***** Material supplied

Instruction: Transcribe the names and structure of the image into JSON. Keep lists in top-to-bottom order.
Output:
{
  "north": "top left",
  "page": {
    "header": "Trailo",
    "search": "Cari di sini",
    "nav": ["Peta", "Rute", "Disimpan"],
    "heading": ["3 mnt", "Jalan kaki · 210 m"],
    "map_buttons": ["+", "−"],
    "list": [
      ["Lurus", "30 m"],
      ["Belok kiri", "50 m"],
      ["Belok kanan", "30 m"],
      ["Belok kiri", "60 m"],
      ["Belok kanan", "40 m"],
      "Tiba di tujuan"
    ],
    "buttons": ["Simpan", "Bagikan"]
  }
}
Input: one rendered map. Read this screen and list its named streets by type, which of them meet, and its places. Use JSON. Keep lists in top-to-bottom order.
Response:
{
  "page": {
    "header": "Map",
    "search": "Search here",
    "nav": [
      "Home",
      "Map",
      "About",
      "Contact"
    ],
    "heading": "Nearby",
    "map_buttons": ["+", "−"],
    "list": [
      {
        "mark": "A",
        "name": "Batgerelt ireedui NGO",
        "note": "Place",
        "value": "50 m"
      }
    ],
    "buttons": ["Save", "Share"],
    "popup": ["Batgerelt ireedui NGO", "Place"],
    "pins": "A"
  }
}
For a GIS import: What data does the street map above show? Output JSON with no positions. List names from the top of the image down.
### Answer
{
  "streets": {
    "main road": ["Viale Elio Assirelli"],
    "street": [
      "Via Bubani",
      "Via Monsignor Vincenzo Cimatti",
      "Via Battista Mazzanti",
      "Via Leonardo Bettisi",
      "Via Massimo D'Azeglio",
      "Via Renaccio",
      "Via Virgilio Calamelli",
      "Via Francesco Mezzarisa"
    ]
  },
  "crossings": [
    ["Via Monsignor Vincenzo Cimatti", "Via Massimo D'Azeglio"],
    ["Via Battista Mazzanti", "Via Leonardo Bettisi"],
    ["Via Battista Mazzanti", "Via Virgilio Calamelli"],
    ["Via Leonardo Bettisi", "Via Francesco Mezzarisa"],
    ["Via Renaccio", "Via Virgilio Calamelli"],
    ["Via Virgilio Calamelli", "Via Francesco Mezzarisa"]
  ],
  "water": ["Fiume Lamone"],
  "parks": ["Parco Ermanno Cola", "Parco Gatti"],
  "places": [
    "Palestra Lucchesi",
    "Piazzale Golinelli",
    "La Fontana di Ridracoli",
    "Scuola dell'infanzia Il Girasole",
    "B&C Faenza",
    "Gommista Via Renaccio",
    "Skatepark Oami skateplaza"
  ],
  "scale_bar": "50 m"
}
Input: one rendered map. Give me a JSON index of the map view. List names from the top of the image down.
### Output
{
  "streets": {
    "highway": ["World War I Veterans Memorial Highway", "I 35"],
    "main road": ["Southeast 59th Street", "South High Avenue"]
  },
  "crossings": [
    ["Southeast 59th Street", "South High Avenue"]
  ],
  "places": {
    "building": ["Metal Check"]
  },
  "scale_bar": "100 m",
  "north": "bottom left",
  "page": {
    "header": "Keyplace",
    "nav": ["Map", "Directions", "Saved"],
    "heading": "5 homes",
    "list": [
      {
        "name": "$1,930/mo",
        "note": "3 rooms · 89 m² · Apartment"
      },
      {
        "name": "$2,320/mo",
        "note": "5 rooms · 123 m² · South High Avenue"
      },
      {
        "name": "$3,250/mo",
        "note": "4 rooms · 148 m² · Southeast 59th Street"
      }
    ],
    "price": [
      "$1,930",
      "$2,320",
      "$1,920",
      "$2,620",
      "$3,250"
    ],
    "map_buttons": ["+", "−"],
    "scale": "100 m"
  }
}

**********

Required action:
Start to finish, copy the material out exactly.

Completed task:
Instruction: Transcribe the names and structure of the image into JSON. Keep lists in top-to-bottom order.
Output:
{
  "north": "top left",
  "page": {
    "header": "Trailo",
    "search": "Cari di sini",
    "nav": ["Peta", "Rute", "Disimpan"],
    "heading": ["3 mnt", "Jalan kaki · 210 m"],
    "map_buttons": ["+", "−"],
    "list": [
      ["Lurus", "30 m"],
      ["Belok kiri", "50 m"],
      ["Belok kanan", "30 m"],
      ["Belok kiri", "60 m"],
      ["Belok kanan", "40 m"],
      "Tiba di tujuan"
    ],
    "buttons": ["Simpan", "Bagikan"]
  }
}
Input: one rendered map. Read this screen and list its named streets by type, which of them meet, and its places. Use JSON. Keep lists in top-to-bottom order.
Response:
{
  "page": {
    "header": "Map",
    "search": "Search here",
    "nav": [
      "Home",
      "Map",
      "About",
      "Contact"
    ],
    "heading": "Nearby",
    "map_buttons": ["+", "−"],
    "list": [
      {
        "mark": "A",
        "name": "Batgerelt ireedui NGO",
        "note": "Place",
        "value": "50 m"
      }
    ],
    "buttons": ["Save", "Share"],
    "popup": ["Batgerelt ireedui NGO", "Place"],
    "pins": "A"
  }
}
For a GIS import: What data does the street map above show? Output JSON with no positions. List names from the top of the image down.
### Answer
{
  "streets": {
    "main road": ["Viale Elio Assirelli"],
    "street": [
      "Via Bubani",
      "Via Monsignor Vincenzo Cimatti",
      "Via Battista Mazzanti",
      "Via Leonardo Bettisi",
      "Via Massimo D'Azeglio",
      "Via Renaccio",
      "Via Virgilio Calamelli",
      "Via Francesco Mezzarisa"
    ]
  },
  "crossings": [
    ["Via Monsignor Vincenzo Cimatti", "Via Massimo D'Azeglio"],
    ["Via Battista Mazzanti", "Via Leonardo Bettisi"],
    ["Via Battista Mazzanti", "Via Virgilio Calamelli"],
    ["Via Leonardo Bettisi", "Via Francesco Mezzarisa"],
    ["Via Renaccio", "Via Virgilio Calamelli"],
    ["Via Virgilio Calamelli", "Via Francesco Mezzarisa"]
  ],
  "water": ["Fiume Lamone"],
  "parks": ["Parco Ermanno Cola", "Parco Gatti"],
  "places": [
    "Palestra Lucchesi",
    "Piazzale Golinelli",
    "La Fontana di Ridracoli",
    "Scuola dell'infanzia Il Girasole",
    "B&C Faenza",
    "Gommista Via Renaccio",
    "Skatepark Oami skateplaza"
  ],
  "scale_bar": "50 m"
}
Input: one rendered map. Give me a JSON index of the map view. List names from the top of the image down.
### Output
{
  "streets": {
    "highway": ["World War I Veterans Memorial Highway", "I 35"],
    "main road": ["Southeast 59th Street", "South High Avenue"]
  },
  "crossings": [
    ["Southeast 59th Street", "South High Avenue"]
  ],
  "places": {
    "building": ["Metal Check"]
  },
  "scale_bar": "100 m",
  "north": "bottom left",
  "page": {
    "header": "Keyplace",
    "nav": ["Map", "Directions", "Saved"],
    "heading": "5 homes",
    "list": [
      {
        "name": "$1,930/mo",
        "note": "3 rooms · 89 m² · Apartment"
      },
      {
        "name": "$2,320/mo",
        "note": "5 rooms · 123 m² · South High Avenue"
      },
      {
        "name": "$3,250/mo",
        "note": "4 rooms · 148 m² · Southeast 59th Street"
      }
    ],
    "price": [
      "$1,930",
      "$2,320",
      "$1,920",
      "$2,620",
      "$3,250"
    ],
    "map_buttons": ["+", "−"],
    "scale": "100 m"
  }
}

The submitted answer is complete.